Outra coisa legal é que o
Pirraça ficava na região do “agito” da cidade. Carros e motos
iam e vinham o tempo todo fazendo voltas na Praça Dom Emanuel. Tinha
a turma que gostava de dar cavalo-de-pau com
os veículos; os
motoqueiros que, de vez em quando, colocavam as garotas para andar de
topless na garupa com capacete. O que,
aliás,
gerava grande alvoroço. Muita gente ia para a porta do Pirraça para
sentar na cerca e ver a movimentação. O que dava trabalho para o
Seu Ronaldo. Mas, dentro do bar, era tranquilo e dava para curtir as
tardes de domingo na
cidade.
Eu tive a oportunidade de curtir
o Pirraça, de algumas
formas. Já explico: gostava
de ir no domingo, no final da manhã, quando abria. Ali, dava para
curtir a sombra
das árvores tomando um choppe ou uma cerveja e ler um jornal. À
noite, nos dias de semana, junto com o Ronaldo, o filho mais velho,
tínhamos uma diversão atípica, que era fazer Palavra Cruzada.
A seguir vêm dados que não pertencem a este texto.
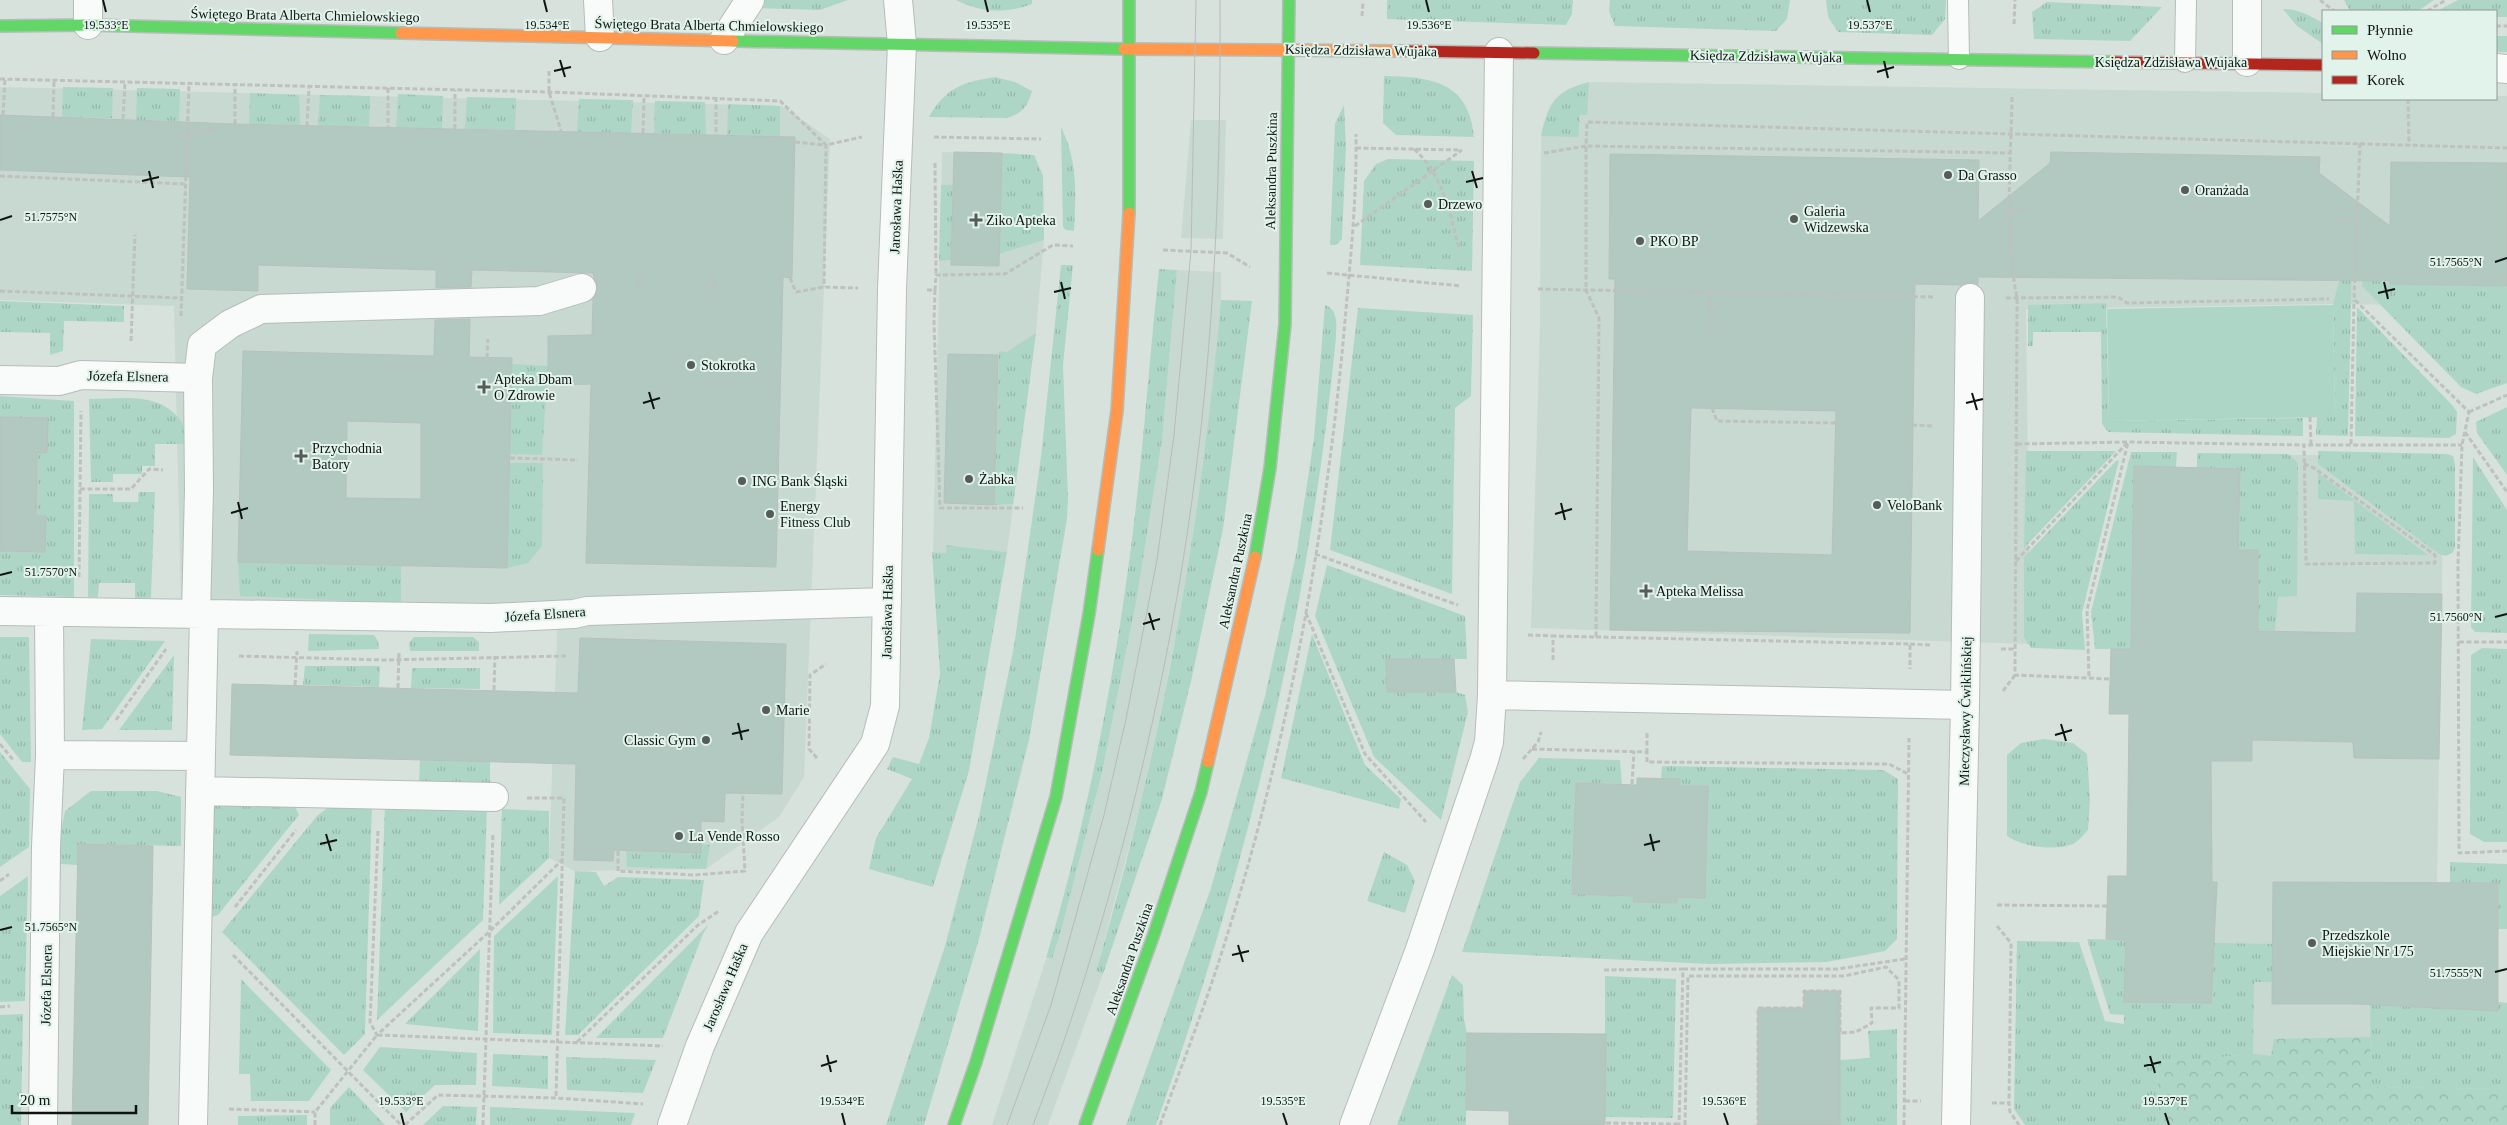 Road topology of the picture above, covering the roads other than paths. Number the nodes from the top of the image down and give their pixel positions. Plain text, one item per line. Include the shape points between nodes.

Algumas vezes, apostávamos a cerveja da rodada, quem terminasse mais
cedo de completar tudo sem deixar nenhum quadro sem preencher, não
pagava. De qualquer forma,
era sempre muito bom e divertido.
Algumas vezes, rolava algumas
brigas no Pirraça. Uma vez, segundo contam, viram o Pelezinho - que
de vez em quando aparecia tocando a sua guitarra imaginária e
agitando nas mesas -
voando cerca afora. Outra vez, teve uma briga na porta do
estabelecimento. A
confusão foi tanta, que ninguém sabia quem estava do lado de quem
e, pior, qual era o motivo
da briga. Mas, em 20 anos,
nada de grave
ocorreu, por que ali era um ambiente família, uma casa de se
cultivar amizades, algumas
passageiras e, outras, duradouras.
E isso ficou marcado, gravado na história do lugar e na memória das
pessoas que ali frequentavam.
As histórias do Pirraça,
certamente, dariam para preencher um livro. Muitos fatos, muitas
pessoas, diversos
momentos bons. Eu, particularmente, tive o privilégio de
gozar da amizade dos
“Pirraças”. E, mais do que isso, tive a benção de me encontrar
com a minha “alma gêmea”, Lílian, depois de muitos anos
passados do fechamento do Pirraça. E, hoje, casados, temos essas
boas lembranças a compartilhar.
Se tivesse de dar um nome ao
livro, o chamaria de “Pirraça, o bar de Anápolis que
nunca fecha em nossos corações!”
Faltou contar a história da minha lente de contato rígida que caiu no meio daquela brita de mesma cor da lente. E o Ricardo, ainda namorado, bêbado, de gatão, procurando. Encontrou e sem nenhum arranhão. Coloquei de volta nos olhos e voltei a enxergar o colorido dos dias da nossa adolescência. Bons tempos, boas lembranças. Parabéns e obrigada pelo texto.
ResponderEliminarMorei em Anápolis de 1978 a 1990. Nesta praça me lembro do bar do João Taioba e do Isac(não se se a grafia é esta).